14/4/07

EL BAUL DE LAS CAICEDO


A comienzos de los noventa, del siglo pasado, un amigo de Cali que exploró el fondo del calabozo a punta de xiloxibine y sistermorphin me decía que las ricachonas hermanas de Andrés habían reunido todos los papeles del flaco en un baúl que no abrían a nadie, guardado bajo llave en una casa de Santa Mónica. Quizá Mayolo metió alguna vez las narices en aquellos papeles, pero al perderlas entre los defectos de sueño y las fuentes ilimitadas de cocaine, el director de la ‘Mansión de la Araucaima’ no tenia ya con que olfatear un legado literario en los cuadernos amarillentos de su amigo.
Es difícil creer que la reciente edición de lo que las hermanitas Caicedo salvaron del olvido sea un montón de comentarios antologizados a la fuerza, en tono mea-mea culpa. Por eso ahora nos tenemos que aguantar a un flaco al que no le gustaba la mangochebi, renegaba de sus colegas somnolientos y pegajosos, e ignoraba la sin-satisfaction de los Rolling. El Andrés de las hermanitas Caicedo se parece al Pastor Richie Rey que ya no sube a las tarimas del Pascual, porque prefiere los pulpitos evangélicos lejos de la cañandonga de juanchito y la algarabía de la quinta. Entonces el flaco maduró y sentó cabeza, sin tener hijos, ni arrepentirse del pecaminoso suicidio.
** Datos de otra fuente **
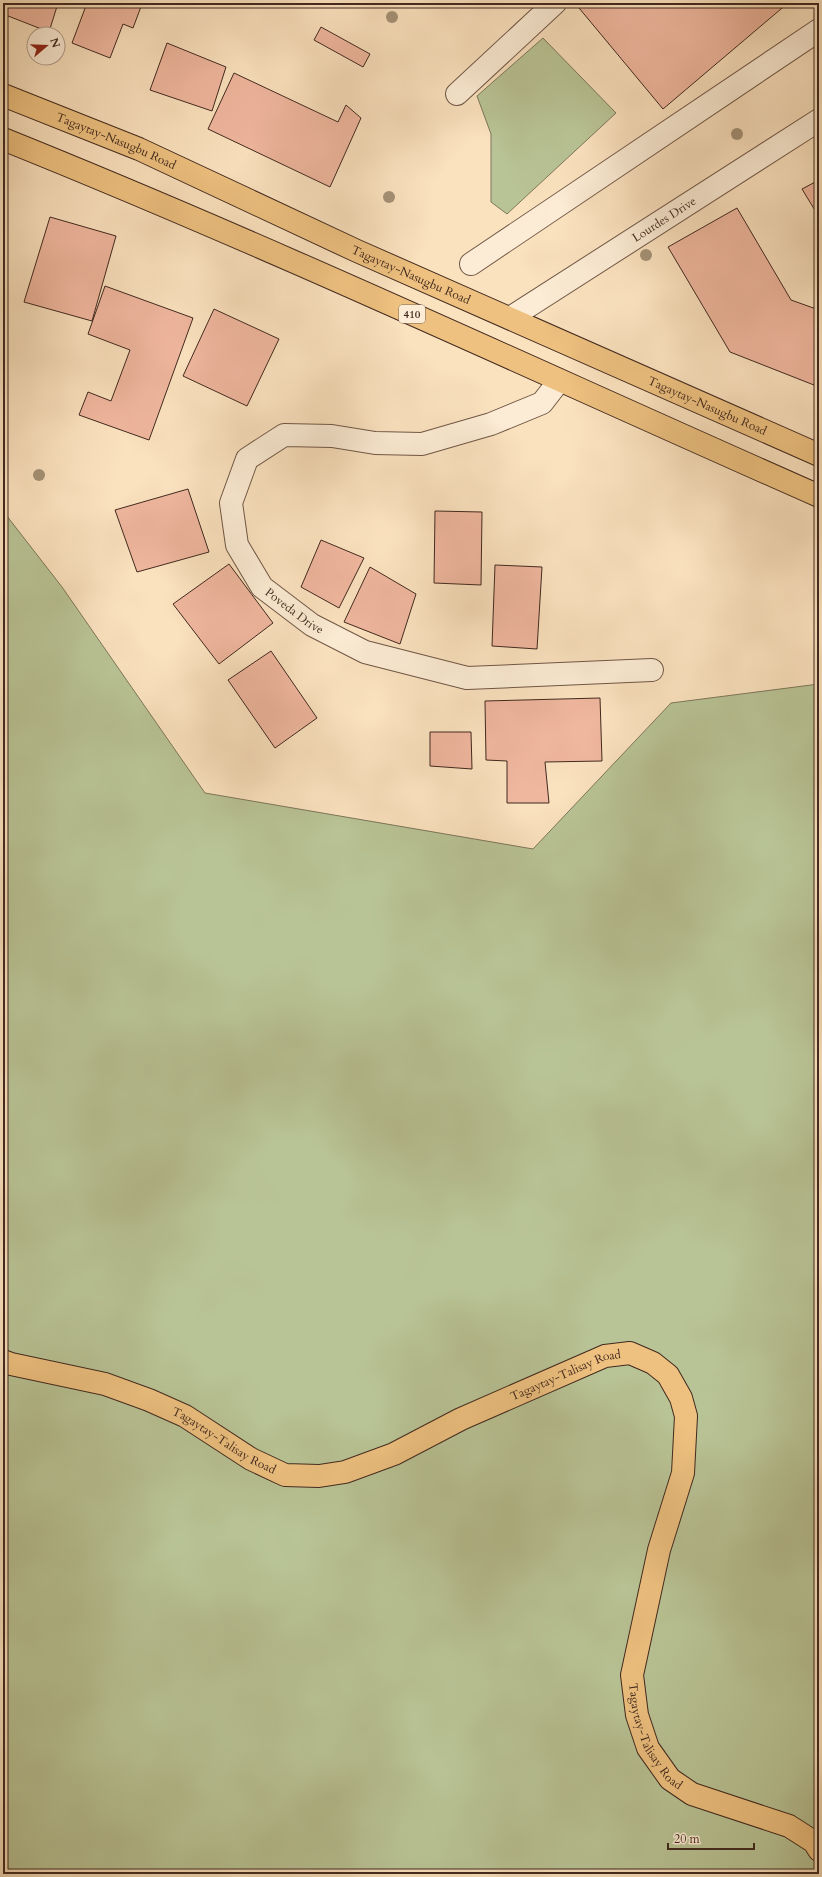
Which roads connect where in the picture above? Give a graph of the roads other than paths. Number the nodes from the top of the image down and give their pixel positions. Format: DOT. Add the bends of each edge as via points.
graph roads {
  1 [pos="555,3"];
  2 [pos="819,30"];
  3 [pos="456,94"];
  4 [pos="3,95"];
  5 [pos="819,120"];
  6 [pos="3,139"];
  7 [pos="471,264"];
  8 [pos="510,318"];
  9 [pos="560,381"];
  10 [pos="819,455"];
  11 [pos="819,496"];
  12 [pos="652,670"];
  13 [pos="3,1361"];
  14 [pos="819,1850"];
  1 -- 3 [label="street"];
  2 -- 7 [label="street"];
  4 -- 8 [label="main road, Tagaytay-Nasugbu Road" via="139,148 357,251"];
  5 -- 8 [label="street, Lourdes Drive"];
  6 -- 9 [label="main road, 410" via="336,279"];
  8 -- 10 [label="main road, Tagaytay-Nasugbu Road"];
  9 -- 11 [label="main road, 410"];
  9 -- 12 [label="street, Poveda Drive" via="542,403 491,424 422,444 375,443 332,436 284,435 247,459 231,503 237,545 262,587 312,625 365,652 466,678"];
  13 -- 14 [label="main road, Tagaytay-Talisay Road" via="104,1384 149,1400 185,1416 251,1459 285,1476 319,1476 345,1472 394,1454 461,1419 605,1356 630,1353 653,1363 668,1375 681,1398 686,1416 684,1473 659,1550 632,1675 637,1715 648,1748 670,1779 692,1794 789,1826 814,1842"];
}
Por eso prefiero, antes que una antología del baúl de las Caicedo hecha a la medida del escándalo high-class que provocó Andrés con sus cuentos de malandros, marichebos y fanáticas de la baldosa, las ediciones desgastadas del primer flaco que conocí. Recuerdo que la primera -y única- recomendación literaria del mono fue ‘¡Qué viva la música!’, le gustaba mucho el personaje de la chica rubia, tan rubia, a la que le decían la mona. El Ojcal en cambio no me hizo ninguna recomendación, tan sólo cogió la maltratada edición de ‘Destinitos fatales’ que guardaba bajo la almohada, la elevó sobre su cabeza, genuflectó a continuación y se leyó un párrafo de ‘Angelitos empantanados’ con la inspiración de un poseso de ojitos enrojecidos. No me acuerdo que leyó, porque se guardo el libro en el sobaco después de pasar con devoción sus arrugados dedos por la ajada cubierta.
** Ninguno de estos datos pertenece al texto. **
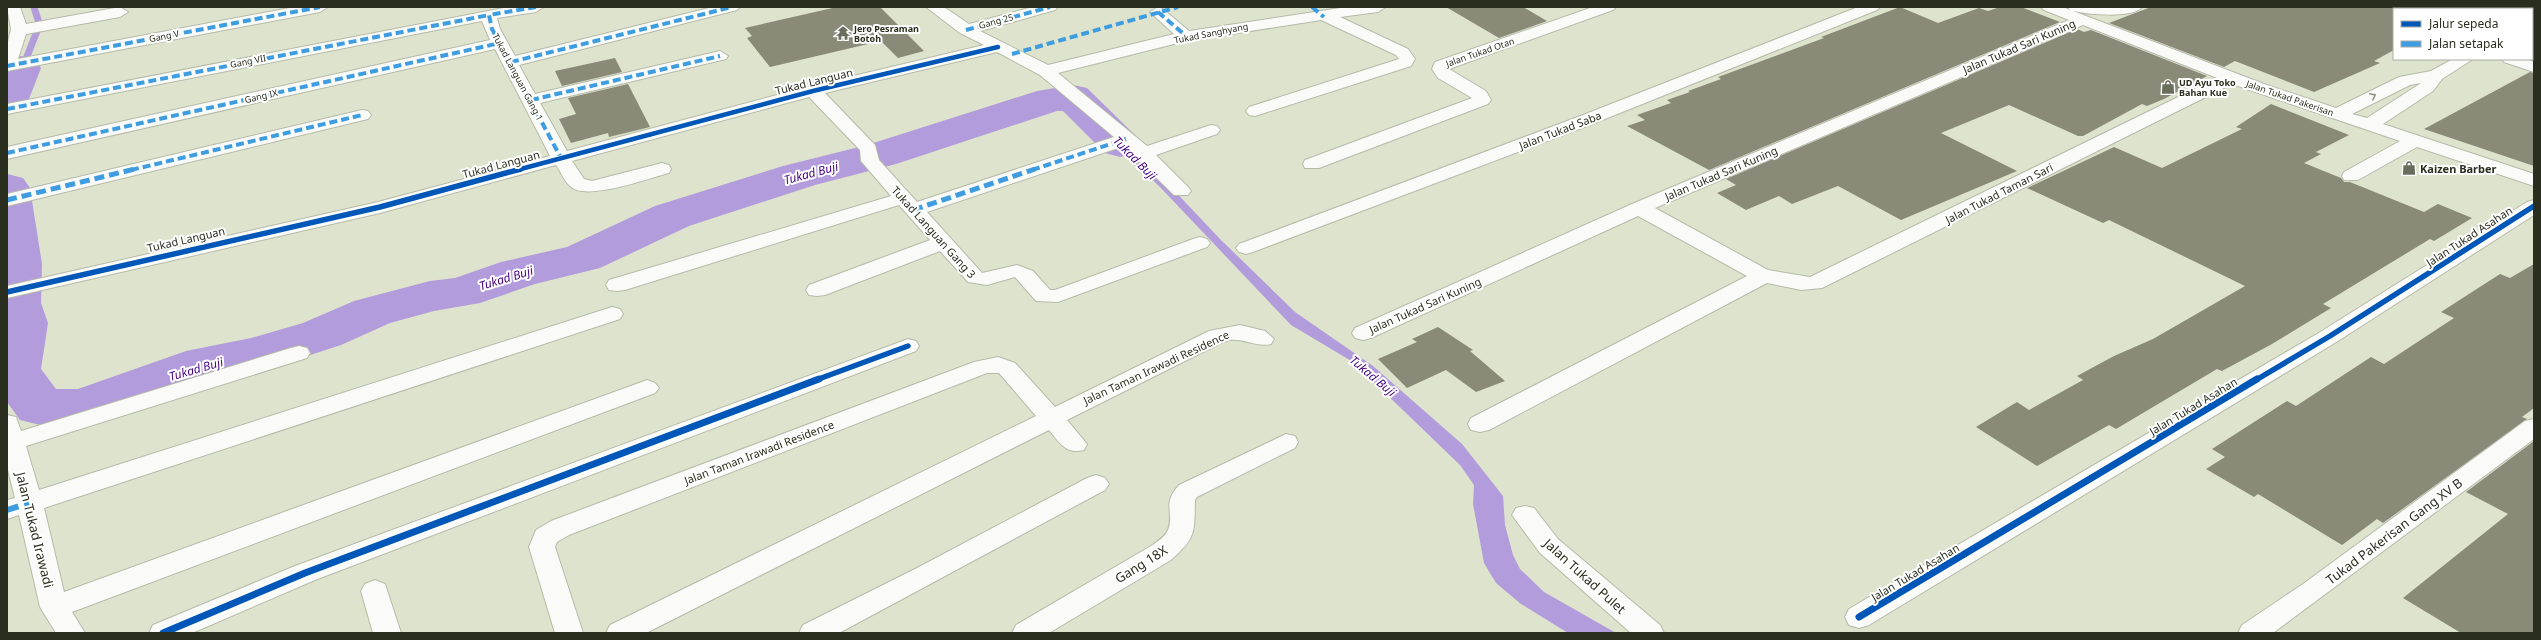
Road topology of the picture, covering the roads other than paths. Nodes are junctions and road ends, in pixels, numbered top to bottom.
1 (12, 7) edge
2 (320, 7) edge
3 (536, 7) edge
4 (732, 7) edge
5 (934, 7) edge
6 (1050, 7) edge
7 (1178, 7) edge
8 (1378, 7) edge
9 (1608, 7) edge
10 (1872, 7) edge
11 (2050, 7) edge
12 (2134, 7) edge
13 (120, 12) dead end
14 (1318, 12) edge
15 (2079, 13) edge
16 (489, 15) junction
17 (20, 30) junction
18 (966, 30) junction
19 (1186, 36) junction
20 (500, 43) junction
21 (11, 47) edge
22 (998, 47) junction
23 (720, 56) dead end
24 (2463, 60) edge
25 (2513, 60) edge
26 (511, 62) junction
27 (7, 65) edge
28 (2534, 67) edge
29 (1046, 71) junction
30 (2436, 75) junction
31 (2230, 78) junction
32 (813, 91) junction
33 (531, 100) junction
34 (10, 109) edge
35 (1255, 111) dead end
36 (2338, 114) junction
37 (362, 115) dead end
38 (2369, 125) junction
39 (1211, 130) dead end
40 (1126, 139) junction
41 (2416, 140) junction
42 (15, 151) edge
43 (1144, 154) junction
44 (561, 158) junction
45 (1312, 164) dead end
46 (662, 169) dead end
47 (2351, 176) dead end
48 (2534, 180) edge
49 (1181, 191) dead end
50 (12, 199) edge
51 (908, 204) junction
52 (2534, 206) edge
53 (1639, 208) junction
54 (942, 243) junction
55 (1200, 243) dead end
56 (1246, 248) dead end
57 (1763, 276) junction
58 (617, 285) dead end
59 (817, 290) dead end
60 (7, 292) edge
61 (612, 314) dead end
62 (1363, 333) dead end
63 (1263, 339) dead end
64 (908, 346) dead end
65 (300, 352) dead end
66 (647, 388) dead end
67 (1051, 417) junction
68 (1480, 424) dead end
69 (2534, 427) edge
70 (10, 432) edge
71 (1286, 442) dead end
72 (1075, 444) dead end
73 (1096, 484) dead end
74 (18, 507) edge
75 (1525, 515) dead end
76 (375, 591) dead end
77 (54, 607) junction
78 (1859, 617) dead end
79 (71, 633) edge
80 (163, 633) edge
81 (387, 633) edge
82 (569, 633) edge
83 (620, 633) edge
84 (813, 633) edge
85 (1026, 633) edge
86 (1650, 633) edge
87 (2252, 633) edge

1 - 17 street
2 - 27 street, Gang V
3 - 16 street
4 - 26 street
5 - 18 street
6 - 18 street, Gang 25
7 - 19 street
8 - 14 street, Tukad Sanghyang
9 - 45 street, Jalan Tukad Otan
10 - 56 street, Jalan Tukad Saba
11 - 15 street, Jalan Tukad Pakerisan
12 - 15 street
13 - 17 street
14 - 19 street, Tukad Sanghyang
14 - 35 street
15 - 31 street, Jalan Tukad Pakerisan
15 - 53 street, Jalan Tukad Sari Kuning
16 - 20 street, Tukad Languan Gang 1
16 - 34 street, Gang VII
17 - 21 street
18 - 22 street
19 - 29 street, Tukad Sanghyang
20 - 26 street, Tukad Languan Gang 1
20 - 42 street, Gang IX
21 - 27 street
22 - 29 street
22 - 32 street, Tukad Languan
23 - 33 street
24 - 30 street
25 - 28 street
26 - 33 street, Tukad Languan Gang 1
29 - 40 street
36 -> 30 street
30 - 38 street
31 - 36 street, Jalan Tukad Pakerisan
31 - 57 street, Jalan Tukad Taman Sari
32 - 44 street, Tukad Languan
32 - 51 street, Tukad Languan Gang 3
33 - 44 street, Tukad Languan Gang 1
36 - 38 street, Jalan Tukad Pakerisan
37 - 50 street
38 - 41 street, Jalan Tukad Pakerisan
39 - 43 street
40 - 43 street
40 - 51 street
41 - 47 street
41 - 48 street, Jalan Tukad Pakerisan
43 - 49 street
44 - 46 street, Tukad Languan Gang 1
44 - 60 street, Tukad Languan
51 - 54 street, Tukad Languan Gang 3
51 - 58 street
52 - 78 street, Jalan Tukad Asahan
53 - 57 street
53 - 62 street, Jalan Tukad Sari Kuning
54 - 55 street, Tukad Languan Gang 3
54 - 59 street
57 - 68 street
61 - 74 street
63 - 67 street, Jalan Taman Irawadi Residence
64 - 80 street
65 - 70 street
66 - 77 street
67 - 72 street, Jalan Taman Irawadi Residence
67 - 82 street, Jalan Taman Irawadi Residence
67 - 83 street, Jalan Taman Irawadi Residence
69 - 87 street, Tukad Pakerisan Gang XV B
70 - 74 street, Jalan Tukad Irawadi
71 - 85 street, Gang 18X
73 - 84 street
74 - 77 street, Jalan Tukad Irawadi
75 - 86 street, Jalan Tukad Pulet
76 - 81 street
77 - 79 street, Jalan Tukad Irawadi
El autor de esos libros fue el flaco Andrés, ese que a todos nos gusta y que no podremos encontrar en la higiénica edición del baúl de las Caicedo. A todos nos llega una limpieza de memoria con arrepentimientos, golpes de pecho y ‘rechinar de dientes’, parece que ahora le toco al escritor que dio la vuelta a una Cali provinciana y clasista mucho antes de que llegara la instantánea riqueza e igualara todas las cabezas, sobre todo bajo tierra.